One of the Philippines’ most prestigious universities is working to combat the spread of misinformation online as academics use their subject knowledge and authoritative expertise to fight against fake news on the internet.
Online trolling and the spread of fake news articles on social media platforms like Facebook and Twitter played a crucial role in last year’s elections in the Philippines won by Rodrigo Duterte, and continues to shape the political landscape in the so-called era of ‘post-truth’ politics.
Last November, the University of the Philippines launched TVUP, an online public service television network that serves as a repository of stand-alone lectures, panel discussions, interviews and documentaries, accessible free online to anyone in the world.
“The internet has billions of voices and conversations,” said Grace Alfonso, executive director of TVUP. “It’s very difficult to detect what is real and what is not. What do we do as academics? We claim the space that we can claim and we put our ideas there.”
The initiative is part of a larger effort by the university to modernise the way it shares information by providing daily, round-the-clock educational programming, which will begin in March.
Professors of varying disciplines from each of the university’s seven constituent institutions across the country will host programmes that cover a range of topics including national politics, financial literacy, public health, science, legal issues, history, and arts and culture.
Entertaining, but evidence-based programming and coursework streamed online for free that is accessible to anyone at any time and anywhere in the world is how universities can begin to counter the fake news trend, according to Alfonso at TVUP. That, she says, is how higher education institutions around the world can play a role in fighting misinformation in the digital age.
Fake news in the Philippines
Many observers credit the rise of Duterte, at least in part, to dedicated online supporters who took to social media throughout the campaign to expose opposition and ridicule critics, often at the expense of sound reasoning and evidence.
This has made it more difficult for news consumers to differentiate between verifiable sources of information and falsified information, a worrying development for many university professors.
“We talk about [fake news] a lot in the classroom and it is something that has bothered us,” said Elizabeth Enriquez, a professor of broadcast communication at the University of the Philippines Diliman. “It’s also an opportunity to look for ways by which to increase the level of criticality among ourselves and our students.”
The fake news phenomenon is not unique to Duterte and his allies, or to the Philippines. It emerged as an issue in the United States during drawn-out presidential elections last year, while governments in Europe – Germany in particular – have become concerned about the role of fake news on Facebook and other misinformation spread online during elections.
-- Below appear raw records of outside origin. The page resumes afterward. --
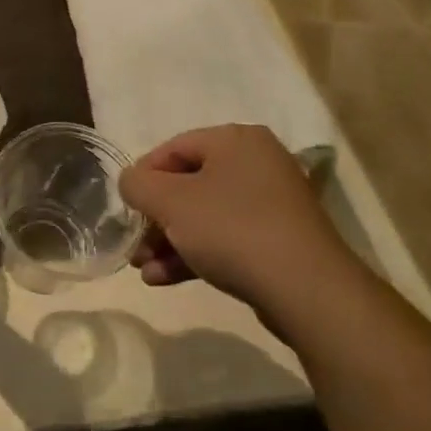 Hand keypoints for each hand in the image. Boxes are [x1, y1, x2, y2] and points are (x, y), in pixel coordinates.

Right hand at [118, 125, 355, 311]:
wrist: (306, 290)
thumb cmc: (232, 229)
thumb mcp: (171, 202)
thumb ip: (138, 185)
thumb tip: (131, 182)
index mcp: (236, 140)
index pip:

However, in the Philippines it has become a fixture of political discourse on the Internet, so that one Philippine senator recently called for an inquiry into fake news and disinformation on social media platforms to assess whether new laws should be put in place to address it.
“The propagation of fake news stories has become an effective weapon of several political operatives to influence public opinion and national discourse,” Philippines Senator Francis Pangilinan wrote in a Senate resolution filed on 18 January. “As a result, the level and quality of public discourse have suffered.”
“Discerning the truth from the lies has become more difficult everyday as manipulation of information and blatant fabrication of stories have become increasingly rampant,” he said.
The gap between the information found online and the public’s ability to discern its credibility is where TVUP's open-sourced and massive open online model can help.
“My advocacy really is to help bring open and technologically enhanced pedagogies into my university for our teaching,” said TVUP’s Alfonso. “And we can help bring about broad access to quality education through the creation of open educational resources.”
Online teaching and learning is not new to the Philippines. The University of the Philippines’ Open University, established in 1995, specialises “in the study and practice of open learning and distance education”, according to its website.
In 2013, the university began offering free massive open online courses, or MOOCs. It is only recently, however, through the creation of TVUP, that the open online model has been used to counter misinformation on the internet.
Masato Kajimoto, an assistant professor at the Journalism and Media Studies Centre at the University of Hong Kong, has been teaching news literacy courses since 2012 in coordination with Stony Brook University in the United States.
Although his programme is purely educational, whereas TVUP seeks to educate and entertain through multimedia content production, both aim to help news consumers become more discerning.
In January, Kajimoto co-launched a free MOOC entitled "Making Sense of the News: News literacy lessons for digital citizens", hosted by the online learning platform Coursera.
The six-week news literacy course seeks to “help learners develop their critical thinking skills to enable them to better identify reliable information in news reports and to become better informed about the world in which we live”, according to the online description of the course. About 3,600 students registered for its latest session.
One of the biggest hurdles, Kajimoto says, is convincing students to acknowledge that news literacy skills are not innate. They have to be developed. “Even if students think they’re smart enough to identify biases [in news], if you blind test them you realise they don’t know,” he says.
But even if students develop the skills to distinguish fact from fiction and news from opinion, will they be willing to think critically while engaging on social media? Alfonso at TVUP remains hopeful. “I think it still matters because [thinking critically] challenges everyone,” said Alfonso. “It allows us to be able to know what to believe and what not to believe.”